Born in Birmingham, Alabama, in 1929, James A. “Jim” Duke is a Phi Beta Kappa PhD (botany, 1961) graduate of the University of North Carolina. After serving in the military, Dr. Duke pursued his postdoctoral studies at Washington University and the Missouri Botanical Garden in St. Louis, Missouri, where he began his lifelong interest in neotropical ethnobotany. From 1963 to 1965, Dr. Duke was an ecologist with the USDA (Beltsville, Maryland), joining Battelle Columbus Laboratories (1965-1971) for ecological and ethnobotanical studies in Panama and Colombia. During this formative period, Dr. Duke lived with various ethnic groups, closely observing their deep dependence on forest products. His experience led him to write the Isthmian Ethnobotanical Dictionary, the first of more than 2 dozen books, which catalogs hundreds of Isthmian plants and their uses. It is now available as the TICO database on his USDA Web site: www.ars-grin.gov/duke.

Rejoining the USDA in 1971, Dr. Duke had various assignments relating to cancer screening, crop diversification, medicinal plants, designer foods, and energy plant studies in developing countries. A popular lecturer on the subjects of ethnobotany, herbs, and medicinal plants, he has taped dozens of TV and radio shows. On September 30, 1995, he retired after a distinguished career with the USDA. Before retiring, Dr. Duke brought his Father Nature’s Farmacy database online at USDA www.ars-grin.gov/duke. It is now one of the most frequently consulted databases of the Plant Genome Project at the USDA. Dr. Duke has already doubled the data content in an interactive database he maintains at home as Director of Duke’s Herbal Vineyard, Inc. The database is especially useful for determining the biological activities and healing potential of food, herbs, medicinal plants, and spices.

 

Dr.Joel Lippman

Dr.Joel Lippman is board certified in Obstetrics and Gynecology and his practice experience spanned the spectrum of private practice, academic medicine and the public sector. Dr.
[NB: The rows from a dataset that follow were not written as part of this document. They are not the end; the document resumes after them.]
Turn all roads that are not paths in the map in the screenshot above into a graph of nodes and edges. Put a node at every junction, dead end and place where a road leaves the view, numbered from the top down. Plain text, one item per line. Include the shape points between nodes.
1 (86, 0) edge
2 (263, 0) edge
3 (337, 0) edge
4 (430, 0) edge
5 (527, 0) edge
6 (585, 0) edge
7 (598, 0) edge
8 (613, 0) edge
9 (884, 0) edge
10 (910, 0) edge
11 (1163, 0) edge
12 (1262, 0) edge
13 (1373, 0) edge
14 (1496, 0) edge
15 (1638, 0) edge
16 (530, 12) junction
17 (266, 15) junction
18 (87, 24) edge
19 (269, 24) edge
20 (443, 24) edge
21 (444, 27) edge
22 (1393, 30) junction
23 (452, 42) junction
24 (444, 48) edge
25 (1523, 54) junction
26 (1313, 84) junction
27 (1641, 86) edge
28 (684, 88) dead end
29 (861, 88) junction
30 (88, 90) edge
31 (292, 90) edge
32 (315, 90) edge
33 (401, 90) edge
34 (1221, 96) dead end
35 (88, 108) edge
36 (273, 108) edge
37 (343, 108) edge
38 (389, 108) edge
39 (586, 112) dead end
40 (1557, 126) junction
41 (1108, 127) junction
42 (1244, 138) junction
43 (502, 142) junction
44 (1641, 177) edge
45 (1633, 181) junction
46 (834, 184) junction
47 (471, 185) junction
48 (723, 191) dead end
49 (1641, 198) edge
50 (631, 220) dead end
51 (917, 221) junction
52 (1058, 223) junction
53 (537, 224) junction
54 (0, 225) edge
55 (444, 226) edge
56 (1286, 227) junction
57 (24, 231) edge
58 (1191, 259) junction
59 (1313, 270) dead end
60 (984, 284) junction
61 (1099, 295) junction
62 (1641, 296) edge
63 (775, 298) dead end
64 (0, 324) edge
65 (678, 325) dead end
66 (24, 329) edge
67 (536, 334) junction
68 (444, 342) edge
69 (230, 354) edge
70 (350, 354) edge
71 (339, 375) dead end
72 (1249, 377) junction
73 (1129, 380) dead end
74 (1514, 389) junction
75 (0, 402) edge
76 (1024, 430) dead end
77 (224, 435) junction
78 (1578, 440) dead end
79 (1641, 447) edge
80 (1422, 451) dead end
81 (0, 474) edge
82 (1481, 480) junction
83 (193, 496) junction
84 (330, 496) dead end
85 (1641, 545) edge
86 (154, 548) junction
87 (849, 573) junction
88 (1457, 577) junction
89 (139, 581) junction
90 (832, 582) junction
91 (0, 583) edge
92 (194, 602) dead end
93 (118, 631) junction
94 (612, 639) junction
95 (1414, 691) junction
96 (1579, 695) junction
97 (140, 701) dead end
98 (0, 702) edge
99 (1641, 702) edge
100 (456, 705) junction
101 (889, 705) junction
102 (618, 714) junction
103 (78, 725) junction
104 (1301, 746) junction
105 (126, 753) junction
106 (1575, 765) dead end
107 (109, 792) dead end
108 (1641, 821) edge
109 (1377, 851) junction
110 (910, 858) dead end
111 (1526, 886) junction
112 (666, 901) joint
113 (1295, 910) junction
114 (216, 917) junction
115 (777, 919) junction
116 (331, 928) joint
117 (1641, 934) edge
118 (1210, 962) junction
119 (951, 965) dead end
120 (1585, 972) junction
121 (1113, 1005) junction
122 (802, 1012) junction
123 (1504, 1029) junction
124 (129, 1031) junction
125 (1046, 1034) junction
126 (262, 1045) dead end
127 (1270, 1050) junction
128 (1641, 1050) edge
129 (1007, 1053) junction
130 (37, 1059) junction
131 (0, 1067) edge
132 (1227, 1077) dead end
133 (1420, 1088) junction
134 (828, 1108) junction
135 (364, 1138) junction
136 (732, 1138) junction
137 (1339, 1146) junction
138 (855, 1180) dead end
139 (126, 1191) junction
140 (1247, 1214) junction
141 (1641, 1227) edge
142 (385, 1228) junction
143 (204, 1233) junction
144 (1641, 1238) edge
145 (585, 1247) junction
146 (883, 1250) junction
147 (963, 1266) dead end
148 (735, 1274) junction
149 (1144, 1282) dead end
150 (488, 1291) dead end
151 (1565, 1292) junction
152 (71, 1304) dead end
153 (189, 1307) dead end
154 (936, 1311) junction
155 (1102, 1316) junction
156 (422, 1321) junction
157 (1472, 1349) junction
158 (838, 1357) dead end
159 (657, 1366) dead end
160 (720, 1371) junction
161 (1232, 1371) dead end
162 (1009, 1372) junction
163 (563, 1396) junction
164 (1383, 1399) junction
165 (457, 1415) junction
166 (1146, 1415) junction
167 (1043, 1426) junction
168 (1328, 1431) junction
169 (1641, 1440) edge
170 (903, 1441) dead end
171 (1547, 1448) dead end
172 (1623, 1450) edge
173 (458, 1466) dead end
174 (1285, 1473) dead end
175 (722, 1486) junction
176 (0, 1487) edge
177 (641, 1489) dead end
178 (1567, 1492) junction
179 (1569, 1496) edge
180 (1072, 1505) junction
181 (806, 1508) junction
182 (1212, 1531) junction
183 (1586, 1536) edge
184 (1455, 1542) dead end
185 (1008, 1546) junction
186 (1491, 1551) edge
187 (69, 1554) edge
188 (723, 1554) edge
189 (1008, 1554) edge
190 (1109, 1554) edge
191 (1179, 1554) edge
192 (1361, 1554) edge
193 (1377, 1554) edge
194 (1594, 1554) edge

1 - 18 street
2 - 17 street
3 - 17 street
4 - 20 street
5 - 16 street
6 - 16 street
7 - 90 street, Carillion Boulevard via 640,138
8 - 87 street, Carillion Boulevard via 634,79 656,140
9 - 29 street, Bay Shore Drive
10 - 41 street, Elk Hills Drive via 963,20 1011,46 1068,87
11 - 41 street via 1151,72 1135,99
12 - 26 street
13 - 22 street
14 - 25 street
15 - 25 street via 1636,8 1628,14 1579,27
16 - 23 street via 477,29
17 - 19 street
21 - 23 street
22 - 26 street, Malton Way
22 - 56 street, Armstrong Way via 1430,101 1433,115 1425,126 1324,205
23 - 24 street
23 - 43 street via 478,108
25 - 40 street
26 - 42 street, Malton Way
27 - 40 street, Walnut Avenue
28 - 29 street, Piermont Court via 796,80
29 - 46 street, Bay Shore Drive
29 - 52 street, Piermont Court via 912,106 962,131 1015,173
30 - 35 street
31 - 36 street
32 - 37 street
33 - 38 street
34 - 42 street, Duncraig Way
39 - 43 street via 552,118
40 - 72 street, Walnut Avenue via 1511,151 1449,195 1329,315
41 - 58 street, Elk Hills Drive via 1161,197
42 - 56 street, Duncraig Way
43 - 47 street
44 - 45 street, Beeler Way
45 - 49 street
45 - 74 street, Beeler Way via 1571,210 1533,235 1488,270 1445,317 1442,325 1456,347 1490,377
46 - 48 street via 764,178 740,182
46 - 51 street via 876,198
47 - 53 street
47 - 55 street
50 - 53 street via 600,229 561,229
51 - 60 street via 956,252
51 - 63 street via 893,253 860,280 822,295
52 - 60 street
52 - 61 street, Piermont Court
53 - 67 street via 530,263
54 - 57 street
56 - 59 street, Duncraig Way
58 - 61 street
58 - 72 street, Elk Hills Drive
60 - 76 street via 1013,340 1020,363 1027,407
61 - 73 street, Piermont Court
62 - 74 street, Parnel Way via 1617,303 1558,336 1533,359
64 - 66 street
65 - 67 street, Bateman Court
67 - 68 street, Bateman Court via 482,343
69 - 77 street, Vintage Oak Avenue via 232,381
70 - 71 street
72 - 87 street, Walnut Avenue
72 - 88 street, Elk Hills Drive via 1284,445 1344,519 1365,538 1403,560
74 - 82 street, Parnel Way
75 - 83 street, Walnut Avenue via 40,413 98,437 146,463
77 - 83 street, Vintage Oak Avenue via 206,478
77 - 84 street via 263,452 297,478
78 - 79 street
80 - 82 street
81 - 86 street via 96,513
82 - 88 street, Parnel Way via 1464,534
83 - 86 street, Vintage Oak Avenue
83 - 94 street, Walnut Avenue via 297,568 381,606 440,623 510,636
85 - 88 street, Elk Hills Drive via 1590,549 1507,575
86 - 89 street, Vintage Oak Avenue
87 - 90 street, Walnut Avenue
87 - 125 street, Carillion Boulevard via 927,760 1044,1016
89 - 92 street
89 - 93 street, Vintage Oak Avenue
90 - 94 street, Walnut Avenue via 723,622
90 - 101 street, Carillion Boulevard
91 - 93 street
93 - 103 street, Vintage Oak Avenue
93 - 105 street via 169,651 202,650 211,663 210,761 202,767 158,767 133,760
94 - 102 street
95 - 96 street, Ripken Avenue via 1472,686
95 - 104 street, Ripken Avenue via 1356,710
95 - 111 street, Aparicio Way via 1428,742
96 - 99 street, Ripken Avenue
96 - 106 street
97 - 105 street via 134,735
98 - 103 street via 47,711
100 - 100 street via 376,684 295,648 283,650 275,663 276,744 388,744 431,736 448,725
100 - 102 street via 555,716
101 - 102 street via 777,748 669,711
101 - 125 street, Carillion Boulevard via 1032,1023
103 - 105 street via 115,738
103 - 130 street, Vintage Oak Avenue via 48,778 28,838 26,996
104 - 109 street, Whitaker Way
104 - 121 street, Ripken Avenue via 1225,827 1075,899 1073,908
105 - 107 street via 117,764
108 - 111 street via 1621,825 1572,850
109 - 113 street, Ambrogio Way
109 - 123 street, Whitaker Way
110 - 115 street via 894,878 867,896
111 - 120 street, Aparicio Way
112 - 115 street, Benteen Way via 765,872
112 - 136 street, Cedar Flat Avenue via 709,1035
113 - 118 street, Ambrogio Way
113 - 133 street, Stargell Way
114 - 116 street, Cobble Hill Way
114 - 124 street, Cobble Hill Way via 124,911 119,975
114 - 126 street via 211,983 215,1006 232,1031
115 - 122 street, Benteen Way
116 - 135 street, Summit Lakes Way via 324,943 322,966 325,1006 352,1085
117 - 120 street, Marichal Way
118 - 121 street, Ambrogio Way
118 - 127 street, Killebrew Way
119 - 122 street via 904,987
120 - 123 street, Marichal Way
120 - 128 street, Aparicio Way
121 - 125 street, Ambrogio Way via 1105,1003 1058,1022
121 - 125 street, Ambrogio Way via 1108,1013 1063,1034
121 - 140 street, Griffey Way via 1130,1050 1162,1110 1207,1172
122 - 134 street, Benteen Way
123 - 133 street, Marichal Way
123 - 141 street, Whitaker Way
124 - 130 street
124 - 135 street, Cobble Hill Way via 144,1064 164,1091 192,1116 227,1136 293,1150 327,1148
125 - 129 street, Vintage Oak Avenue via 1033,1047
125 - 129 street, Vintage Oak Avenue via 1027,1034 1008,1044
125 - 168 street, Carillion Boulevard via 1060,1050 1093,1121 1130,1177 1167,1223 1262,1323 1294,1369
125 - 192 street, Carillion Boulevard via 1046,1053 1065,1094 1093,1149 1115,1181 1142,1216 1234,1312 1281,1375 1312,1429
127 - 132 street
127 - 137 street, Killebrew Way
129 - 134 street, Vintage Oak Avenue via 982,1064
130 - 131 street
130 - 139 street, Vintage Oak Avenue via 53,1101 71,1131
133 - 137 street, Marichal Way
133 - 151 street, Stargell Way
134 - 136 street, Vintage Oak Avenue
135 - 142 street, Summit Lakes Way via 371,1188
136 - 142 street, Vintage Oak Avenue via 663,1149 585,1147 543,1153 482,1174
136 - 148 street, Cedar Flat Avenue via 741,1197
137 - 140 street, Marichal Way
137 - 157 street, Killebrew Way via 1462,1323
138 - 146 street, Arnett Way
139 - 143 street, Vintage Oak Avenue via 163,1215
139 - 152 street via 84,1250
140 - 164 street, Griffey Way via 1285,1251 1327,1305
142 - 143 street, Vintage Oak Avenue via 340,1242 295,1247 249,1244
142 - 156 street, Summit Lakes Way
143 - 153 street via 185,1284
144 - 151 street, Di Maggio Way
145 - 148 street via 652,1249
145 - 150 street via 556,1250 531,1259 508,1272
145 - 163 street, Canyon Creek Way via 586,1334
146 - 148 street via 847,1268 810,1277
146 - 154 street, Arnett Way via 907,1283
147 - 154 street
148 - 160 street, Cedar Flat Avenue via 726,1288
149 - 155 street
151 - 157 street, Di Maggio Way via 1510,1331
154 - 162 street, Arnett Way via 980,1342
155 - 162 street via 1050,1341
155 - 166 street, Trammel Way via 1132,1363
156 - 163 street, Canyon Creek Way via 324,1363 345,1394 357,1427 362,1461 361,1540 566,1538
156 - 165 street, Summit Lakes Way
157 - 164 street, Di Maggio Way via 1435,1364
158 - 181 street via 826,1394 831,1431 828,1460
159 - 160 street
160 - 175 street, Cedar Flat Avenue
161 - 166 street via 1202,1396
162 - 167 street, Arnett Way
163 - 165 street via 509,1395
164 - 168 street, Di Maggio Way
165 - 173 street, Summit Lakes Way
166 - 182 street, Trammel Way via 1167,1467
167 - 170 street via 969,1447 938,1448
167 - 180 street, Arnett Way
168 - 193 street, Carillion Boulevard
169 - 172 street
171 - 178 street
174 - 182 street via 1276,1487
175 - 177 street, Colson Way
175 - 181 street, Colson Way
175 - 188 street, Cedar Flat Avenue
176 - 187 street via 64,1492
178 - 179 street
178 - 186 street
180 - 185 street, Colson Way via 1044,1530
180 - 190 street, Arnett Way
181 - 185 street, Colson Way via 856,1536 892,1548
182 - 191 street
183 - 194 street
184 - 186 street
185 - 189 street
Lippman has 18 years of experience in the pharmaceutical and device industries. He was Vice President of Medical Affairs and Chief Medical Officer at Ethicon and Vice President of Clinical Trials at Ortho-McNeil Inc. Prior to that he was Director, Clinical Development within the Medical Affairs group at Wyeth-Ayerst Laboratories. He has extensive experience in multiple therapeutic areas including women's healthcare, particularly contraception and hormone replacement therapy.

Dr. Lippman received his Medical degree from New York Medical College, his Masters Degree in Public Health from The Harvard School of Public Health and completed his internship and residency at The University of Connecticut Affiliated Hospitals System.